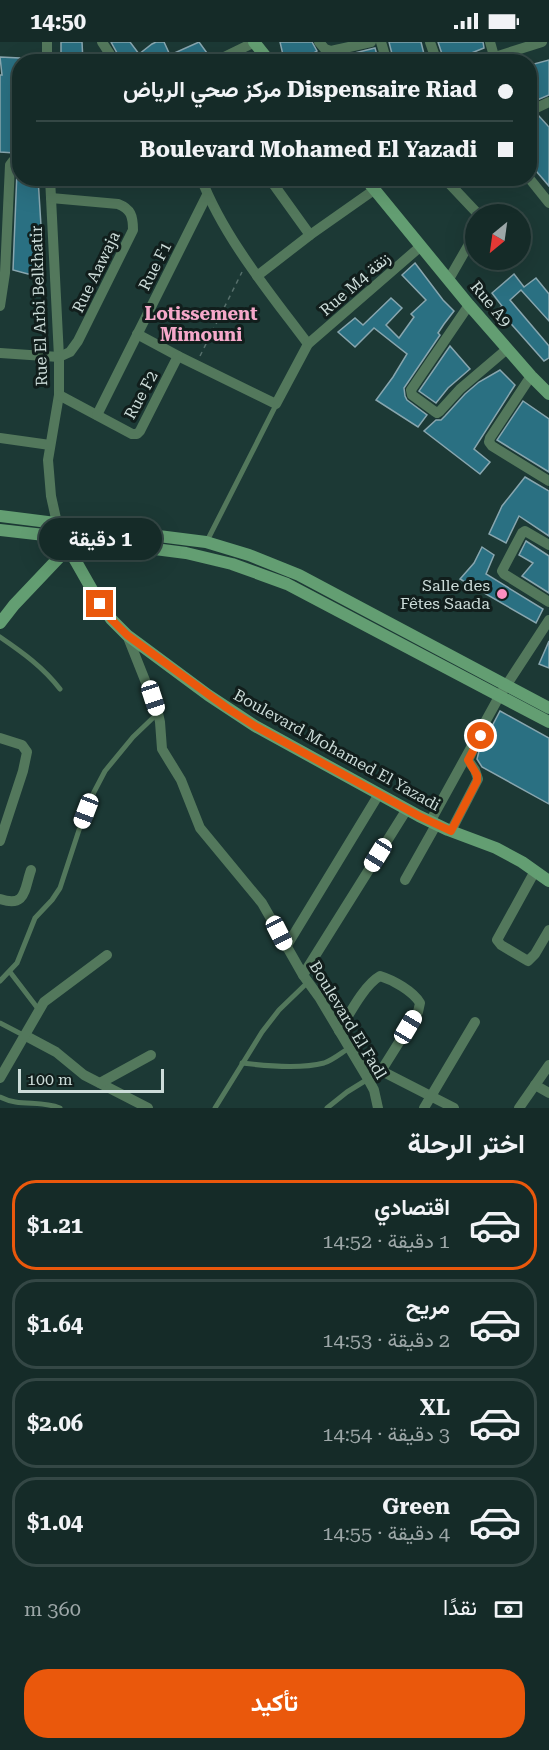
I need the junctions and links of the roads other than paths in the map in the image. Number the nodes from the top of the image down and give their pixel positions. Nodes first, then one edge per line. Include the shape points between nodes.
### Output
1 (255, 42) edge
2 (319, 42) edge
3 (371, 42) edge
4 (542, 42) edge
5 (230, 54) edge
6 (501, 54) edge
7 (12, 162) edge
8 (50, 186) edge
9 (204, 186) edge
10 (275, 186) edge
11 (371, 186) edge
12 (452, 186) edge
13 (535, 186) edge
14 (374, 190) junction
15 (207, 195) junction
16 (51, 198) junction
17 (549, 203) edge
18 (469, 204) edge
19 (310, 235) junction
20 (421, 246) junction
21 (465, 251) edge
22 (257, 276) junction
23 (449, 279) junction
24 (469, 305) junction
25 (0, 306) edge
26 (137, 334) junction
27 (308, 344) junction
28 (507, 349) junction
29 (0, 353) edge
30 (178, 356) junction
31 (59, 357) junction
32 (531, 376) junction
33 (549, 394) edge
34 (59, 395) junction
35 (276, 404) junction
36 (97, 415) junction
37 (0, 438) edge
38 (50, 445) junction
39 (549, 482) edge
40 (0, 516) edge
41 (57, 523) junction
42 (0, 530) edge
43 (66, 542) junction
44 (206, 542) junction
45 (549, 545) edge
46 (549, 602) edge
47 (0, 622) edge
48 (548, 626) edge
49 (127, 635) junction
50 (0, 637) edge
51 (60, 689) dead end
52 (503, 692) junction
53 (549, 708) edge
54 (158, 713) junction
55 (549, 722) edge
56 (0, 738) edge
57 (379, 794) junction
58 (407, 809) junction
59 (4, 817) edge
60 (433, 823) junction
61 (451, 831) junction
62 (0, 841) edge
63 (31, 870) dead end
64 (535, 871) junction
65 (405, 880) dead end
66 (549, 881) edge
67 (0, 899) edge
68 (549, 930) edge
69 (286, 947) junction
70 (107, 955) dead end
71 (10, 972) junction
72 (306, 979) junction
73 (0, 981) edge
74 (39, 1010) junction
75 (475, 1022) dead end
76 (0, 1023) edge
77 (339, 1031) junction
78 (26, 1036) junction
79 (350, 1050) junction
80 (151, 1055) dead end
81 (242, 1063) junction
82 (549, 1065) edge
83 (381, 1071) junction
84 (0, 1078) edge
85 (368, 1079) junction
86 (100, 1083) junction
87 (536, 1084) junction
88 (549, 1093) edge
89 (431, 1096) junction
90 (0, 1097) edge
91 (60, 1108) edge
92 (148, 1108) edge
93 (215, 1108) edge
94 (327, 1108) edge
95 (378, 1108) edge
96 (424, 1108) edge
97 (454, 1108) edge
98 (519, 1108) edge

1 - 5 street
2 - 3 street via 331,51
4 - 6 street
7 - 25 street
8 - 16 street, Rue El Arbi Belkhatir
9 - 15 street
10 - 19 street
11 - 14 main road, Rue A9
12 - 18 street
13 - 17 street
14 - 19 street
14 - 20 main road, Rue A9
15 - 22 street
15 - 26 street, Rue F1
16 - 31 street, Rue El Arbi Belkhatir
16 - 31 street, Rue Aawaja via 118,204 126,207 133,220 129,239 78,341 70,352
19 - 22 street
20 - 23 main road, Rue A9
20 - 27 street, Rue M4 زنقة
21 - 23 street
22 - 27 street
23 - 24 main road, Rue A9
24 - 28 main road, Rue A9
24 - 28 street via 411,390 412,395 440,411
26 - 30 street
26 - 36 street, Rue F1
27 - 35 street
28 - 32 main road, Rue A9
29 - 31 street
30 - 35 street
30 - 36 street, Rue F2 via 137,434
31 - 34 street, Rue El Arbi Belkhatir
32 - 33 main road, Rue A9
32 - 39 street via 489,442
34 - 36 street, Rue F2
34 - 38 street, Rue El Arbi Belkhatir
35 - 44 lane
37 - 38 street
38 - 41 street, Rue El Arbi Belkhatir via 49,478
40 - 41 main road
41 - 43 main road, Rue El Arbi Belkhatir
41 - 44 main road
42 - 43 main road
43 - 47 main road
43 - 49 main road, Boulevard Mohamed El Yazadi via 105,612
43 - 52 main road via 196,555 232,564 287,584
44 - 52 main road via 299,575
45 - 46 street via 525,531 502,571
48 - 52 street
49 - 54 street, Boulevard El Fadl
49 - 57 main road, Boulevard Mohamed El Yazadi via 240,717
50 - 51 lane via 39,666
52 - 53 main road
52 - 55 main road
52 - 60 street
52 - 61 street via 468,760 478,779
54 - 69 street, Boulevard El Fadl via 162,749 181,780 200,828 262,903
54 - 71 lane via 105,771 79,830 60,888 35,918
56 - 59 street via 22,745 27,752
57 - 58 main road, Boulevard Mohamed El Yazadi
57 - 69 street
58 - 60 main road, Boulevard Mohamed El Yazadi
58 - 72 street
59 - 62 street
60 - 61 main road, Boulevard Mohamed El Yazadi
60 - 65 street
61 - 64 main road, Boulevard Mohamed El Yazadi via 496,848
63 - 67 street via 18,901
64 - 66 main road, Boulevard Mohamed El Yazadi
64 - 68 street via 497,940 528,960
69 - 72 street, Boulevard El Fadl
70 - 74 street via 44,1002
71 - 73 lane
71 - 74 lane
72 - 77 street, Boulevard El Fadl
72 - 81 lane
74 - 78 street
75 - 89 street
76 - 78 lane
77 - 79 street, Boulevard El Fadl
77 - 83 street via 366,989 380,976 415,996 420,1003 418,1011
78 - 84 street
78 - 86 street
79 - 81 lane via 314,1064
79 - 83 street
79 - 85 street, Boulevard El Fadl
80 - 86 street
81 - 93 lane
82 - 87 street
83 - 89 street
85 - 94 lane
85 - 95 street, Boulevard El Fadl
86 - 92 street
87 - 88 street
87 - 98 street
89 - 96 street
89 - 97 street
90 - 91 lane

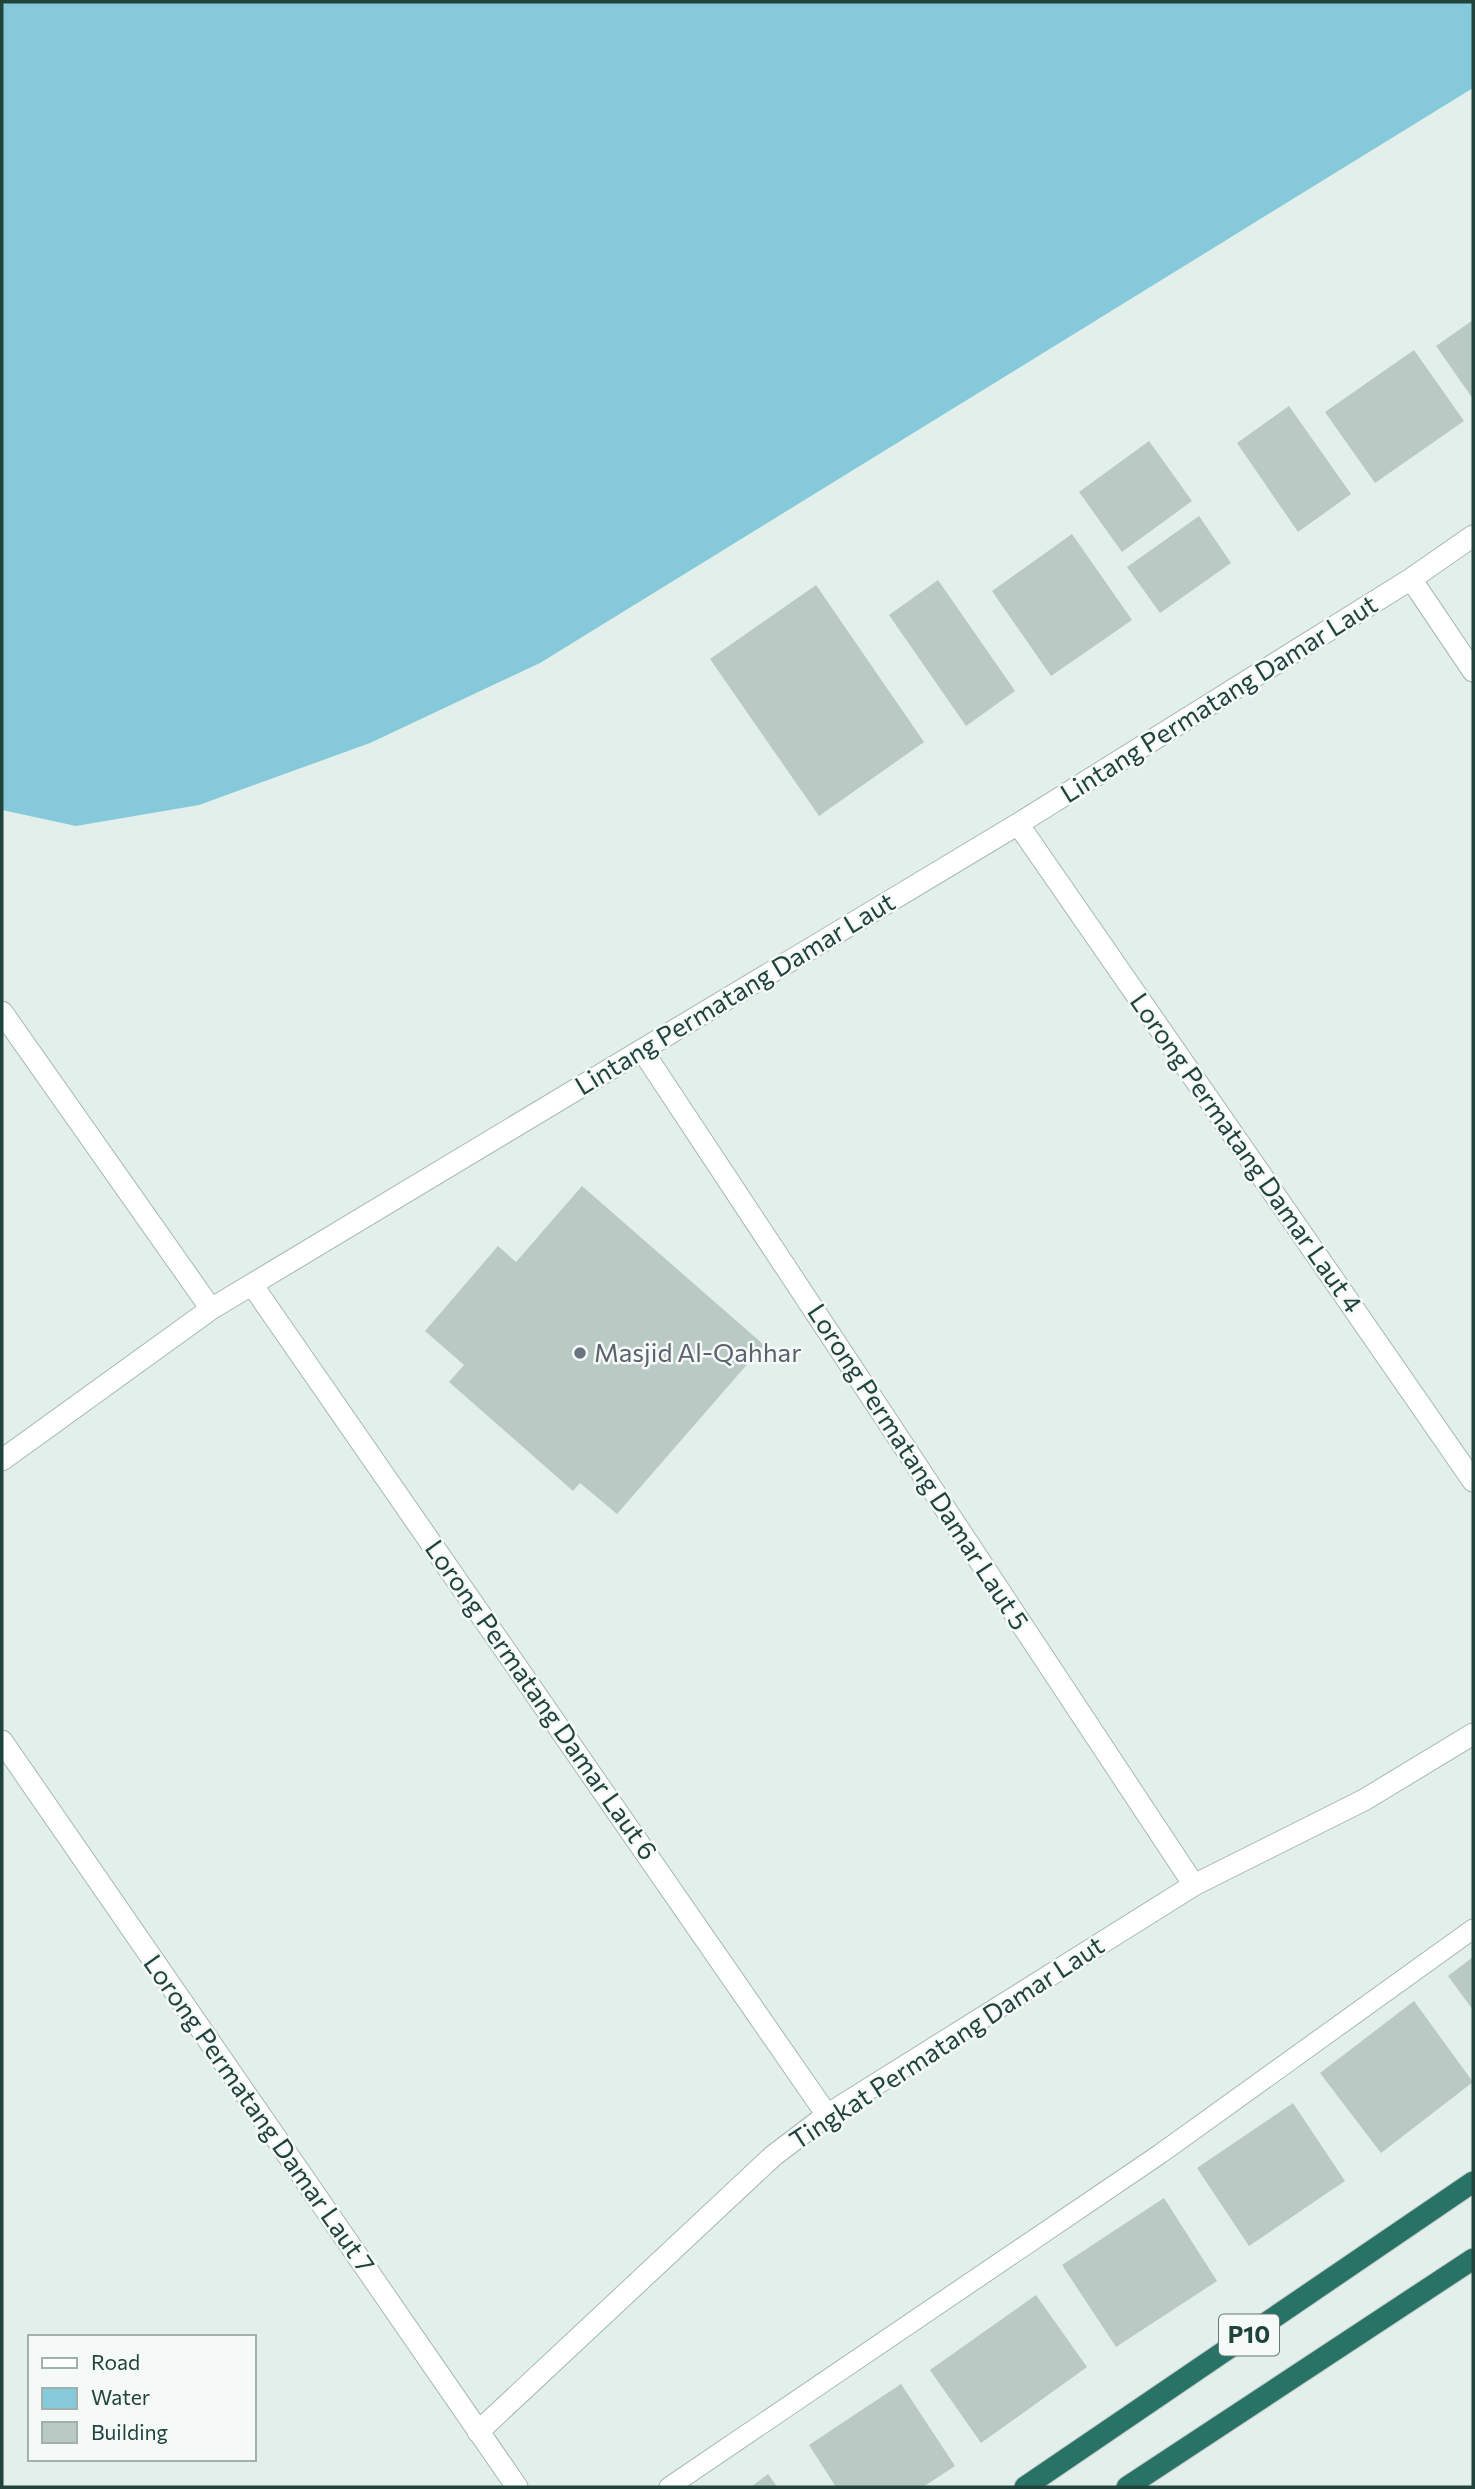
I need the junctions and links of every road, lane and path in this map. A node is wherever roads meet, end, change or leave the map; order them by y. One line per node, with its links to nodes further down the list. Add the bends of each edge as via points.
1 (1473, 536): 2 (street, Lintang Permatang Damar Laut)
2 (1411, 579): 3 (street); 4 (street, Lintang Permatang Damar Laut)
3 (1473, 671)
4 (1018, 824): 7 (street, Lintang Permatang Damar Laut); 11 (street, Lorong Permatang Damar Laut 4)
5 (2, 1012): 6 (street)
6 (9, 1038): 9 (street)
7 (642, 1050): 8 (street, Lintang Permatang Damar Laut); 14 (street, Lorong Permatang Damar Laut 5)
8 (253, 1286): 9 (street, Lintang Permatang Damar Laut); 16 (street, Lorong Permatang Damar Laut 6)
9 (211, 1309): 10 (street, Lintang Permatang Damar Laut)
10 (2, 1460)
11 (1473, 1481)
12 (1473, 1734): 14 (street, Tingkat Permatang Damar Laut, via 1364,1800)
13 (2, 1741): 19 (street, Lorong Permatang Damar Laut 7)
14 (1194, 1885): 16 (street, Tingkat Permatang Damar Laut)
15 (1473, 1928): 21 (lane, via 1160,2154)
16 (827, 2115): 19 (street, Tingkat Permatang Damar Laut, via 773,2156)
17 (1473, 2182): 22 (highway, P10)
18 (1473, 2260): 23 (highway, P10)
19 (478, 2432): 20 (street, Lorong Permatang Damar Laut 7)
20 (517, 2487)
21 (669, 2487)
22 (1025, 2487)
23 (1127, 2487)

----

# Task requirements
Using the records above, report each line with the string "Lintang".

# Task result
1 (1473, 536): 2 (street, Lintang Permatang Damar Laut)
2 (1411, 579): 3 (street); 4 (street, Lintang Permatang Damar Laut)
4 (1018, 824): 7 (street, Lintang Permatang Damar Laut); 11 (street, Lorong Permatang Damar Laut 4)
7 (642, 1050): 8 (street, Lintang Permatang Damar Laut); 14 (street, Lorong Permatang Damar Laut 5)
8 (253, 1286): 9 (street, Lintang Permatang Damar Laut); 16 (street, Lorong Permatang Damar Laut 6)
9 (211, 1309): 10 (street, Lintang Permatang Damar Laut)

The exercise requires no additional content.